Reproduce exactly, and only, the lines below from the one containing "index pip: (848, 814)" through the one containing "wrist: (1576, 1102)".

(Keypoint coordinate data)
--- START ---

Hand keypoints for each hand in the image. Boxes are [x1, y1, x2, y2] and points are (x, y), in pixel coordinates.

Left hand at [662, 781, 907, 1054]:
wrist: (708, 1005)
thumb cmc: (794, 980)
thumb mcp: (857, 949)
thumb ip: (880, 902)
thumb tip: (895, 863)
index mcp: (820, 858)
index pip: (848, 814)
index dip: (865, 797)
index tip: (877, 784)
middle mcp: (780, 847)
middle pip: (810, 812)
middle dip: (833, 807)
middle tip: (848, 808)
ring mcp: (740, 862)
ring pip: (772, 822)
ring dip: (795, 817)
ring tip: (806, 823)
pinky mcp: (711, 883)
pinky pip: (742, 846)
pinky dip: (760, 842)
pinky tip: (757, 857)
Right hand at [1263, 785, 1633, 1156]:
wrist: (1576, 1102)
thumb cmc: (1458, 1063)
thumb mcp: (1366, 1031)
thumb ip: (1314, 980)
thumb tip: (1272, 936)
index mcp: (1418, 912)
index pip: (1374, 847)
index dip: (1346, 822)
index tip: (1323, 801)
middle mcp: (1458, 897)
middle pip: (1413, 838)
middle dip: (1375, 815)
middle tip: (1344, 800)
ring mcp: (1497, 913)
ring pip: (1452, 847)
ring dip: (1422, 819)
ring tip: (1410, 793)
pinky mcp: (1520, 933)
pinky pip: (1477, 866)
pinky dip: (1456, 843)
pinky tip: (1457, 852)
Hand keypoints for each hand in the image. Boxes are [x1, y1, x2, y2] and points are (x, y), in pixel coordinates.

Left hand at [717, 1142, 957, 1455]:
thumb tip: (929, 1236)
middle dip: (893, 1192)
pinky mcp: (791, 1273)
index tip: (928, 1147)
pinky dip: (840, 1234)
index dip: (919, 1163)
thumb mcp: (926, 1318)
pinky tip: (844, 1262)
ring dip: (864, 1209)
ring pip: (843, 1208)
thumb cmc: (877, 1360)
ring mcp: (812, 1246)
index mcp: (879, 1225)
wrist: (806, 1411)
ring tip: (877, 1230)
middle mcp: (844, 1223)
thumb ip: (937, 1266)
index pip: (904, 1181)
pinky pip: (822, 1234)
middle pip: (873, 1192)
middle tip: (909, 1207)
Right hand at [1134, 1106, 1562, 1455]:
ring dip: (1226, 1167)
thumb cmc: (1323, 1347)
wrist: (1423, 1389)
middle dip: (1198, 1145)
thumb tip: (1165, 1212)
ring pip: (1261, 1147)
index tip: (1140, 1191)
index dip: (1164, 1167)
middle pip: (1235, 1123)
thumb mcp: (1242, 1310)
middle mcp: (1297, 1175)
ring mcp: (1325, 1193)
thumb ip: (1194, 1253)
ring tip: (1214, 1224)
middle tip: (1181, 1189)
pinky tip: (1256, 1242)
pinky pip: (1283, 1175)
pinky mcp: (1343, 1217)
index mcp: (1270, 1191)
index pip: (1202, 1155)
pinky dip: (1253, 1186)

--- END ---

* RESPONSE FOR THIS EXERCISE
index pip: (848, 814)
index dip: (865, 797)
index tip: (877, 784)
middle mcp: (780, 847)
middle pip: (810, 812)
middle dip: (833, 807)
middle tip: (848, 808)
ring mcp: (740, 862)
ring pip: (772, 822)
ring dip: (795, 817)
ring tip: (806, 823)
pinky mcp: (711, 883)
pinky pip: (742, 846)
pinky dip: (760, 842)
pinky tip: (757, 857)
Right hand at [1263, 785, 1633, 1156]:
wrist: (1576, 1102)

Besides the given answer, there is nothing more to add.